Smoke Less, Save More

Source: WalletHub

I have a philosophical aversion to social engineers who continually meddle in other peoples’ business. That includes a resistance to measures that restrict the rights of people to smoke (except when that smoking impairs upon the rights of people not to inhale their smoke). That said, I think smoking is gross and disgusting habit, and I would urge all smokers to quit. The difference between the meddlers and me is that I rely upon moral suasion and social pressure, not the coercive power of the state.

That is preamble to the latest report from the listicle freaks at WalletHub who have compiled the lifetime costs of smoking for cigarette junkies. WalletHub added up out-of-pocket costs (average cost per pack of cigarettes, assuming consumption of one pack per day); opportunity cost (assuming that the smoker had invested the money in the stock market instead); health care costs; income loss due to absenteeism, lower productivity and lower earnings in the workplace; and miscellaneous costs. Most of those costs accrue to the individual doing the smoking.

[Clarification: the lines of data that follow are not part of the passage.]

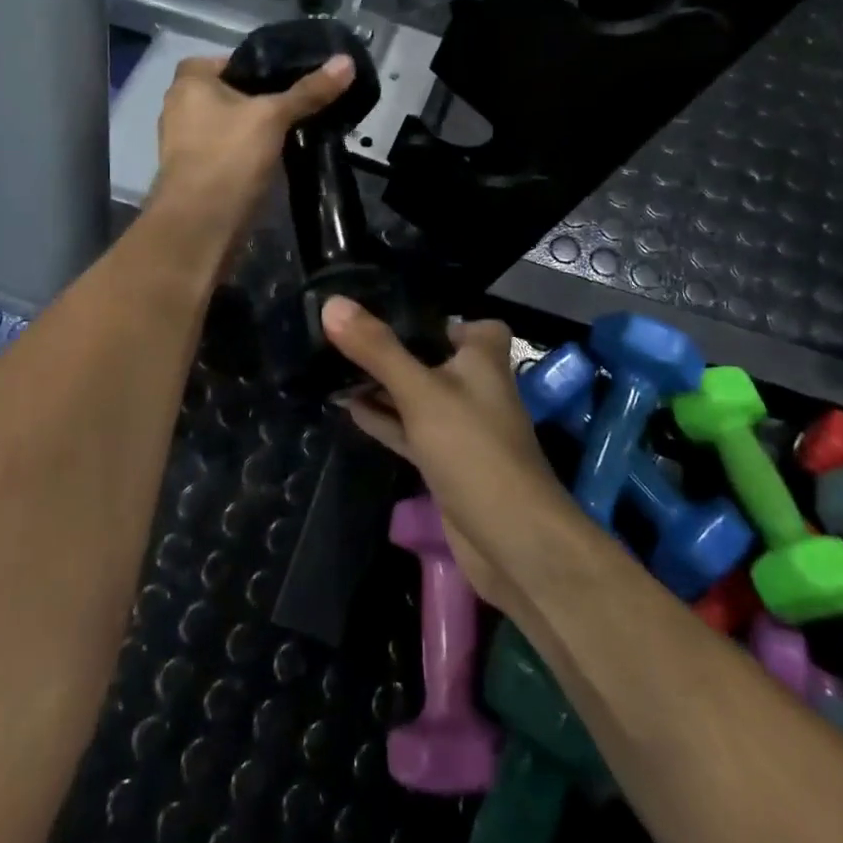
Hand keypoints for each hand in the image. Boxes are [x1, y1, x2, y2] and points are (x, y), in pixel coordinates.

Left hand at [150, 52, 354, 242]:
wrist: (201, 226)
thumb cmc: (229, 158)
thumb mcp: (274, 118)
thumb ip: (309, 91)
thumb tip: (346, 62)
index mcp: (188, 82)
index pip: (229, 59)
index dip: (260, 65)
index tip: (292, 78)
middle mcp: (179, 107)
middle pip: (231, 93)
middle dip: (262, 99)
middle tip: (300, 104)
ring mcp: (185, 143)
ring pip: (230, 124)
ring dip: (256, 129)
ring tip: (294, 131)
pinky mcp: (197, 172)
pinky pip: (228, 151)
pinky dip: (248, 152)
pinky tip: (276, 158)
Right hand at [321, 298, 566, 609]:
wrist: (510, 538)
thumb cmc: (473, 448)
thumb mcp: (421, 392)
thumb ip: (377, 349)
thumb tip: (333, 303)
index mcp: (482, 356)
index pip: (454, 320)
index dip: (420, 314)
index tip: (374, 307)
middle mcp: (473, 384)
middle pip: (426, 356)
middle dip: (387, 349)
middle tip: (337, 335)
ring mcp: (459, 424)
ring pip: (414, 393)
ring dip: (380, 385)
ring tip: (332, 368)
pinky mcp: (445, 459)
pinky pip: (409, 428)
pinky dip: (383, 417)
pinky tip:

According to WalletHub, the average life-time cost to a Virginia smoker is $1,359,000. The costs are broken down as follows:

Out-of-pocket cost: $91,418
Financial opportunity cost: $864,459
Health care cost: $128,766
Income loss: $264,351
Other costs: $9,861

Wow, I don’t smoke and never have. Although I still have a few years to go to accrue the full benefits of a life-time of non-smoking, I should be loaded. But I’m not. I haven’t accumulated anything close to $865,000 in stock-and-bond assets. Perhaps that’s because I never put my savings from not smoking a pack per day into the market. My bad.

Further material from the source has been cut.